Question regarding RPTV progressive scan upconversion

Discussion in 'Archived Threads 2001-2004' started by VinhT, Aug 17, 2002.

  1. VinhT

    VinhT Second Unit

    Feb 14, 2002
    Likes Received:
    I'm currently selecting an RPTV and am a bit confused with the upconversion feature.

    "NTSC-to-480p progressive-scan upconversion system improves picture quality with conventional sources."

    Does this mean that I don't need a progressive scan DVD player? I get the impression that the upconversion feature basically does the same thing a progressive scan DVD player does.

    If someone could give me more information about progressive scan upconversion I'd greatly appreciate it. Thanks.
  2. Jim FC

    Jim FC Stunt Coordinator

    Feb 5, 2001
    Likes Received:
    The upconversion feature you are asking about is meant to achieve the same thing that a progressive scan DVD player does, but it rarely looks as good as it would if you bought a prog-scan DVD player. Here's why:

    The picture information on a DVD is recorded digitally (as a 1 or a 0) in an interlaced format, meaning that each frame of film is recorded as two fields, one including all the odd numbered lines, and one including all the evens.

    What both a progressive-scan DVD player and a TV's internal line doubler/upconversion system/DRC does is this: they take the two opposing fields and combine them into one "progressive" image. This eliminates scan lines and makes a nice picture that looks way better than an interlaced one.

    The difference between letting the DVD player do it and the TV do it is that the good DVD players will combine the fields while they are still digital information, and send that frame to the TV to be displayed.
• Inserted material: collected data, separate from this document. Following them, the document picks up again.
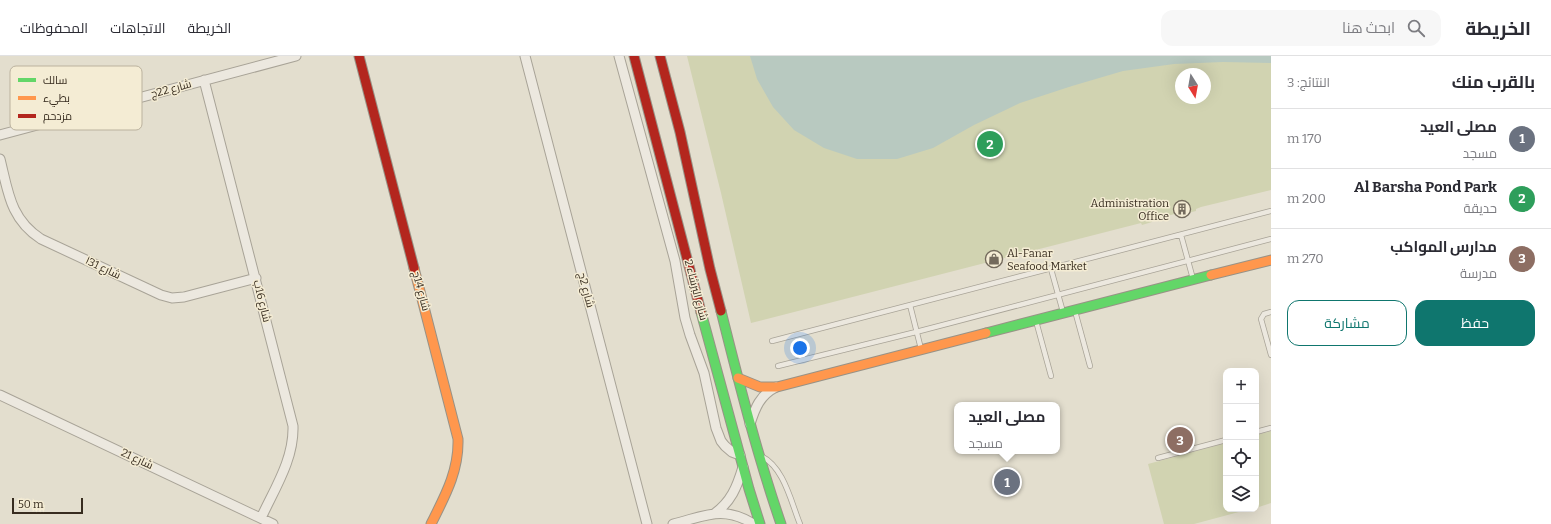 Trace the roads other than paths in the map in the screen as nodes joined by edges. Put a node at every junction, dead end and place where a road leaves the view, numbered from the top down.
1 (296, 56) edge
2 (359, 56) edge
3 (525, 56) edge
4 (619, 56) edge
5 (634, 56) edge
6 (660, 56) edge
7 (204, 80) junction
8 (142, 97) edge
9 (19, 130) edge
10 (0, 135) edge
11 (0, 159) edge
12 (1271, 211) edge
13 (1181, 236) junction
14 (1271, 239) edge
15 (1188, 260) junction
16 (1271, 260) edge
17 (1051, 269) junction
18 (256, 278) junction
19 (1193, 279) junction
20 (1059, 295) junction
21 (910, 306) junction
22 (1074, 310) junction
23 (1064, 312) junction
24 (1271, 312) edge
25 (1036, 319) junction
26 (916, 332) junction
27 (772, 341) dead end
28 (921, 350) junction
29 (1271, 355) edge
30 (778, 366) dead end
31 (1090, 366) dead end
32 (1051, 376) dead end
33 (738, 378) junction
34 (777, 387) junction
35 (0, 395) edge
36 (750, 424) junction
37 (1271, 428) edge
38 (1259, 431) edge
39 (1223, 441) edge
40 (740, 455) junction
41 (758, 455) junction
42 (1158, 458) dead end
43 (743, 467) junction
44 (714, 514) junction
45 (261, 518) junction
46 (273, 524) edge
47 (431, 524) edge
48 (647, 524) edge
49 (673, 524) edge
50 (754, 524) edge
51 (760, 524) edge
52 (781, 524) edge
53 (800, 524) edge

1 - 7 street, شارع 22ج
2 - 47 street, شارع 14ج
3 - 48 street, شارع 2ج
4 - 40 street
5 - 40 street, شارع البرشاء 2
6 - 33 street, شارع البرشاء 2
7 - 8 street, شارع 22ج
7 - 18 street, شارع 16ب
9 - 10 street, شارع 22ج
11 - 18 street, شارع 31ا
12 - 13 lane
13 - 15 lane
13 - 17 lane
14 - 15 lane
15 - 19 lane
15 - 20 lane
16 - 19 street
17 - 20 lane
17 - 21 lane
18 - 45 street, شارع 16ب
19 - 22 street
20 - 23 lane
20 - 26 lane
21 - 26 lane
21 - 27 lane
22 - 23 street
22 - 31 lane
23 - 25 street
24 - 29 lane
25 - 28 street
25 - 32 lane
26 - 28 lane
26 - 30 lane
28 - 34 street
33 - 34 street
33 - 36 street, شارع البرشاء 2
34 - 36 street
35 - 45 street, شارع 21
36 - 41 street, شارع البرشاء 2
37 - 38 lane
39 - 42 lane
40 - 43 street, شارع البرشاء 2
41 - 52 street, شارع البرشاء 2
41 - 53 lane
43 - 44 street
43 - 51 street, شارع البرشاء 2
44 - 49 street
44 - 50 street
45 - 46 street, شارع 21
This results in much less lost information during the upconversion process. If the TV does it, the fields have already been converted to an analog signal and sent along the cables, so they have already lost some picture information by the time they're being combined into a single frame. Artifacting, or the addition of unintended video into the image, is the result.

    Another reason progressive-scan DVD players look better is that you are forced to use component video cable to connect to the TV, rather than falling back to s-video as you can with a regular DVD player. This type of connection improves picture quality, particularly color vibrancy.

    The TV's internal line doubler will upconvert everything you send into it (cable, satellite, Playstation, and DVD) to a 480p image, so make sure a TV you buy has a good one. But if you like watching DVDs, you'll still want a progressive-scan player. There are some TVs (Pioneer Elite, for example) in which the internal line doubler creates a superior picture to all but the most expensive progressive DVD player, but those are the exception. Hope this helps!